This page last changed on Feb 25, 2014 by mbabik.

Introduction

This pages lists relevant Frequently Asked Questions related to SAM.

The following troubleshooting items are already available under two categories:

Installation

Configuration

Monitoring of the local services

Manual re-configuration is needed to change URL that ATP is using to connect to GOCDB (please note this will be overwritten by yaim). In /etc/atp/atp_synchro.conf, please change the following URLs

[gocdb]
site_url            = https://goc.egi.eu/gocdbpi/private/?method=get_site
serviceendpoint_url = https://goc.egi.eu/gocdbpi/private/?method=get_service_endpoint

to
site_url            = https://goc.egi.eu/gocdbpi/private/?method=get_site&scope=EGI,Local&scope_match=any
serviceendpoint_url = https://goc.egi.eu/gocdbpi/private/?method=get_service_endpoint&scope=EGI,Local&scope_match=any
Nagios access configuration

This is done via voms2htpasswd, which has dynamic and static config that generates /etc/httpd/htpasswd. Dynamic part is generated from VOMS and GOCDB site contacts, e.g.
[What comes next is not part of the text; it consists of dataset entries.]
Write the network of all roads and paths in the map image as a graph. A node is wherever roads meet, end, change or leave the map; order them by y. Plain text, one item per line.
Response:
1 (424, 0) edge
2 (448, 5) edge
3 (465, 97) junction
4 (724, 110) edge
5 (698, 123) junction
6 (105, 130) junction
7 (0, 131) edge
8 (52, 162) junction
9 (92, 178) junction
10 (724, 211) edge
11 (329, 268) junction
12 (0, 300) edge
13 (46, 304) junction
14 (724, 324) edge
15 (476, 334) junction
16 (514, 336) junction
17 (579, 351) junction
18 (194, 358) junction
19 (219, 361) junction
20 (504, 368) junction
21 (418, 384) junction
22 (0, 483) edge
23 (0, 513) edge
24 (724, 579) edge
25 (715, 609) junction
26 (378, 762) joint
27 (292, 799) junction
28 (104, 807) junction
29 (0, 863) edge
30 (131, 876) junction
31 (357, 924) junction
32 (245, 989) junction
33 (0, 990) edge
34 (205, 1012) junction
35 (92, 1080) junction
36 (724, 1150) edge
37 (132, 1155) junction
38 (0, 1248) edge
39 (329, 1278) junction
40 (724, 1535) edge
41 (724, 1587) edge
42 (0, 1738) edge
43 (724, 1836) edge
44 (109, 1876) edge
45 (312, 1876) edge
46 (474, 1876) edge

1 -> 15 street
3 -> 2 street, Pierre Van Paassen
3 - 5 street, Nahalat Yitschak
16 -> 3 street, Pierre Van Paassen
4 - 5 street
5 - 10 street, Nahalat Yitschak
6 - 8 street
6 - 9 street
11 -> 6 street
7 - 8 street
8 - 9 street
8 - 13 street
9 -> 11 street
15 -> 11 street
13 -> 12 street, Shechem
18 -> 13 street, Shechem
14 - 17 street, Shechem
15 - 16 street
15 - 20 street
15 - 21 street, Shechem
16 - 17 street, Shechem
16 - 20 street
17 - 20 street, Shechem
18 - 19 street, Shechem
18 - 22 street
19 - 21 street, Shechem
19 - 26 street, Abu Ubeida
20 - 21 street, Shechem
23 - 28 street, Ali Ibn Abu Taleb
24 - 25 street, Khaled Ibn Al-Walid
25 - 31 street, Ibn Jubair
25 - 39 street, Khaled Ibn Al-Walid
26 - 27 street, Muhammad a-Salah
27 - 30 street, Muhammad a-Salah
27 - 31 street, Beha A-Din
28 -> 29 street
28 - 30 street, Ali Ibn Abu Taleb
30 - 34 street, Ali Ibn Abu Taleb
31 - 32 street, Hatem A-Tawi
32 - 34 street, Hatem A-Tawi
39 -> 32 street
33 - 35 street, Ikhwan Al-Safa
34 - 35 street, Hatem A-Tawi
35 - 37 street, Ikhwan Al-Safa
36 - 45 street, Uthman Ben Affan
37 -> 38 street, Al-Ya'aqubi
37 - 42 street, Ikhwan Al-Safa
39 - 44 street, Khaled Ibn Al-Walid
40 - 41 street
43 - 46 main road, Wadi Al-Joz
# cat /etc/voms2htpasswd.conf
vomss://voms1.somewhere:8443/voms/dteam?/dteam
vomss://voms2.somewhereelse:8443/voms/ops?/ops
gocdb://gocdb/api/private/?method=getcontacts&roc=ROC
gocdb://gocdb/api/private/?method=getcontacts&roc=ROC

The is based on site-info.def VO_<VO>_VOMS_SERVERS and NCG_GOCDB_ROC_NAME

There is also a possibility to add list of static DNs in .conf file under /etc/voms2htpasswd-static.d/

# cat /etc/voms2htpasswd-static.d/YAIM-ops-monitor.conf 
/DC=dc/DC=dc2/OU=ou1s/CN=SomeCN
Failover Nagios

Starting from Update-13 SAM supports deployment of hot-standby (active/active) instances. The systems works in the following way:

  • Backup instance is deployed by using the same Yaim configuration with added BACKUP_INSTANCE variable described below.
  • SAM administrator opens GGUS ticket to SAM/Nagios Support Unit requesting addition of the backup host to message consumer filter (file nagios-roles.conf).
  • Backup instance constantly monitors resources, but it has the following features:
    • alarms are not sent to Operations portal
    • email notifications are disabled
    • results are not sent to the central MRS database.
    • note: results are stored to local MRS so the MyEGI shows correct history on both instances.
  • In case of failure of the main instance SAM administrator has to manually switch off BACKUP_INSTANCE variable on the backup instance.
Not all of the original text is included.